_Directions_: Please copy out the lines in the entries that contain "Spectacle".

_Data for review_:
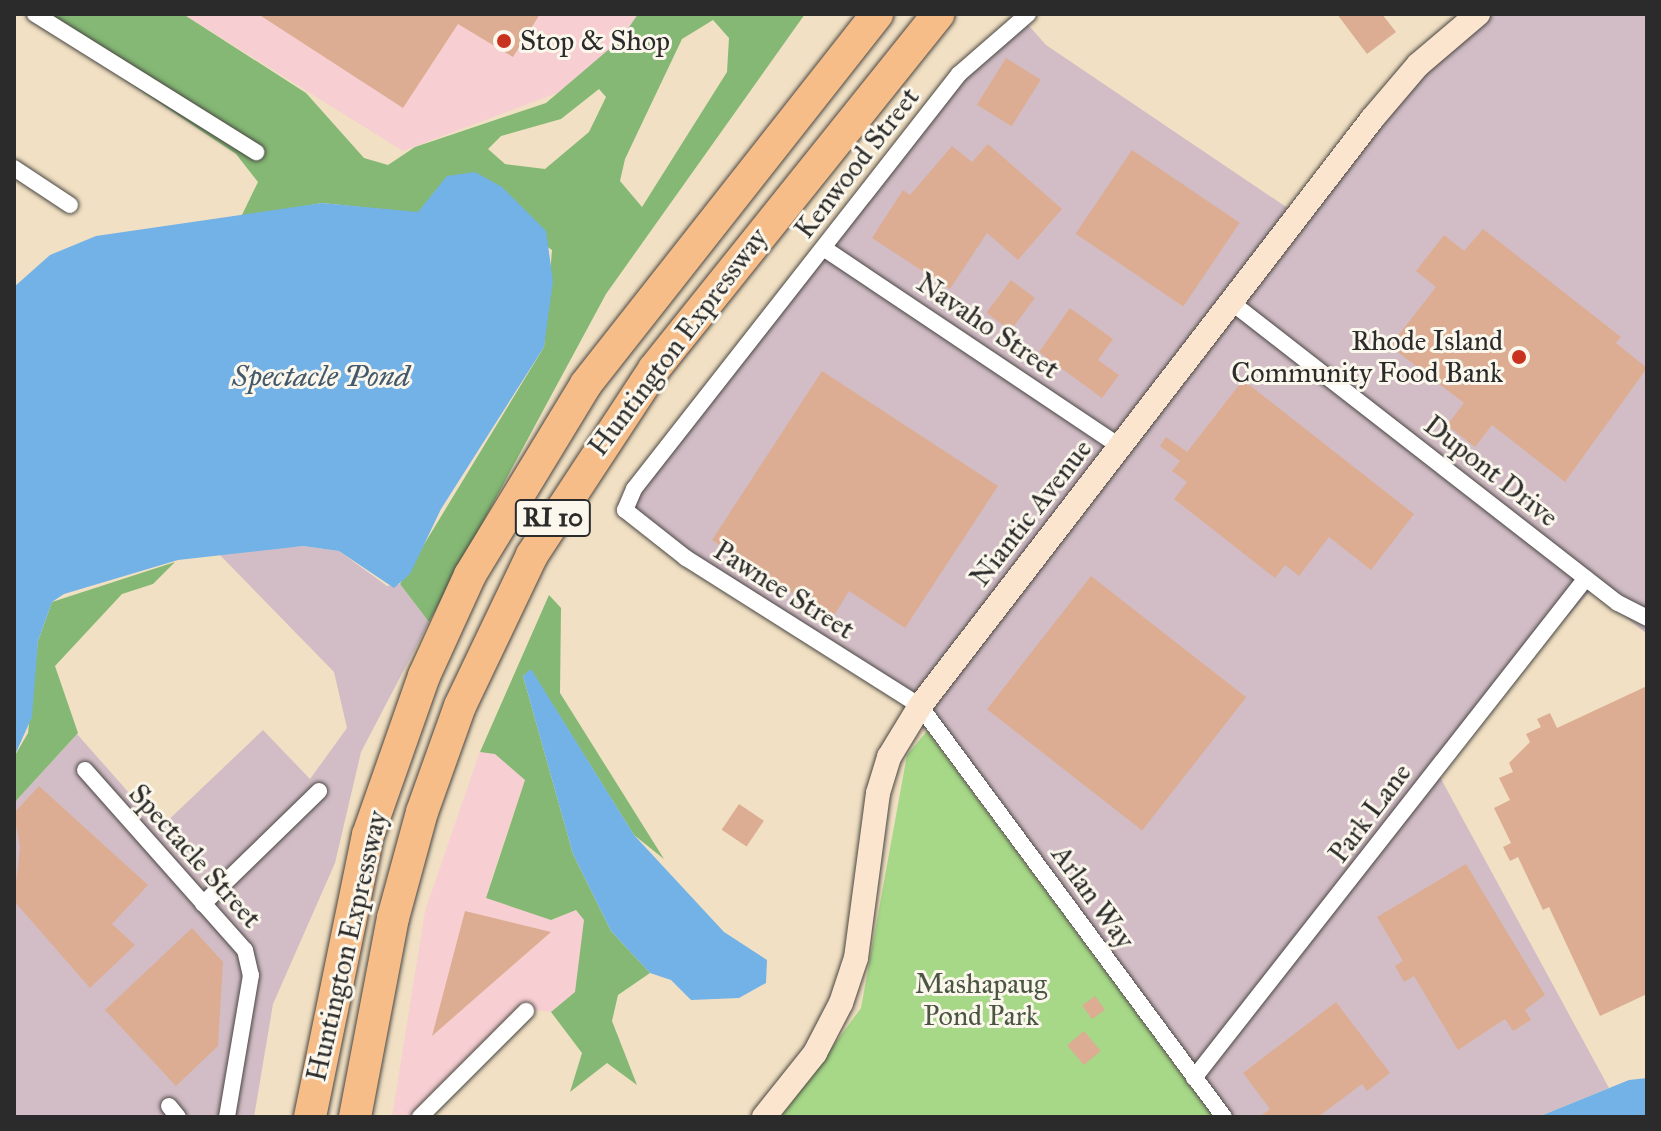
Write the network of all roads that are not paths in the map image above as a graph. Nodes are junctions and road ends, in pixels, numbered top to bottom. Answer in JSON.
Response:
{"nodes":[{"id":1,"x":35,"y":14,"type":"edge"},
{"id":2,"x":851,"y":14,"type":"edge"},
{"id":3,"x":877,"y":14,"type":"edge"},
{"id":4,"x":938,"y":14,"type":"edge"},
{"id":5,"x":1028,"y":14,"type":"edge"},
{"id":6,"x":1478,"y":14,"type":"edge"},
{"id":7,"x":256,"y":152,"type":"dead end"},
{"id":8,"x":14,"y":168,"type":"edge"},
{"id":9,"x":70,"y":205,"type":"dead end"},
{"id":10,"x":706,"y":228,"type":"junction"},
{"id":11,"x":825,"y":249,"type":"junction"},
{"id":12,"x":1231,"y":302,"type":"junction"},
{"id":13,"x":1121,"y":447,"type":"junction"},
{"id":14,"x":625,"y":510,"type":"joint"},
{"id":15,"x":1586,"y":578,"type":"junction"},
{"id":16,"x":1647,"y":618,"type":"edge"},
{"id":17,"x":920,"y":706,"type":"junction"},
{"id":18,"x":85,"y":770,"type":"dead end"},
{"id":19,"x":319,"y":791,"type":"dead end"},
{"id":20,"x":203,"y":904,"type":"junction"},
{"id":21,"x":526,"y":1011,"type":"dead end"},
{"id":22,"x":1194,"y":1078,"type":"junction"},
{"id":23,"x":227,"y":1117,"type":"edge"},
{"id":24,"x":310,"y":1117,"type":"edge"},
{"id":25,"x":355,"y":1117,"type":"edge"},
{"id":26,"x":420,"y":1117,"type":"edge"},
{"id":27,"x":764,"y":1117,"type":"edge"},
{"id":28,"x":1224,"y":1117,"type":"edge"}],
"edges":[{"from":1,"to":7,"type":"street"},
{"from":2,"to":10,"type":"highway"},
{"from":3,"to":10,"type":"highway","name":"Huntington Expressway","number":"RI 10"},
{"from":4,"to":25,"type":"highway","name":"Huntington Expressway","number":"RI 10"},
{"from":5,"to":11,"type":"street","name":"Kenwood Street"},
{"from":6,"to":12,"type":"street","name":"Niantic Avenue"},
{"from":8,"to":9,"type":"street"},
{"from":10,"to":24,"type":"highway","name":"Huntington Expressway","number":"RI 10"},
{"from":11,"to":13,"type":"street","name":"Navaho Street"},
{"from":11,"to":14,"type":"street","name":"Kenwood Street"},
{"from":12,"to":13,"type":"street","name":"Niantic Avenue"},
{"from":12,"to":15,"type":"street","name":"Dupont Drive"},
{"from":13,"to":17,"type":"street","name":"Niantic Avenue"},
{"from":14,"to":17,"type":"street","name":"Pawnee Street"},
{"from":15,"to":16,"type":"street","name":"Dupont Drive"},
{"from":15,"to":22,"type":"street","name":"Park Lane"},
{"from":17,"to":22,"type":"street","name":"Arlan Way"},
{"from":17,"to":27,"type":"street","name":"Niantic Avenue"},
{"from":18,"to":20,"type":"street","name":"Spectacle Street"},
{"from":19,"to":20,"type":"street"},
{"from":20,"to":23,"type":"street","name":"Spectacle Street"},
{"from":21,"to":26,"type":"street"},
{"from":22,"to":28,"type":"street","name":"Arlan Way"}]}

_Solution to the exercise_:
{"from":18,"to":20,"type":"street","name":"Spectacle Street"},
{"from":20,"to":23,"type":"street","name":"Spectacle Street"},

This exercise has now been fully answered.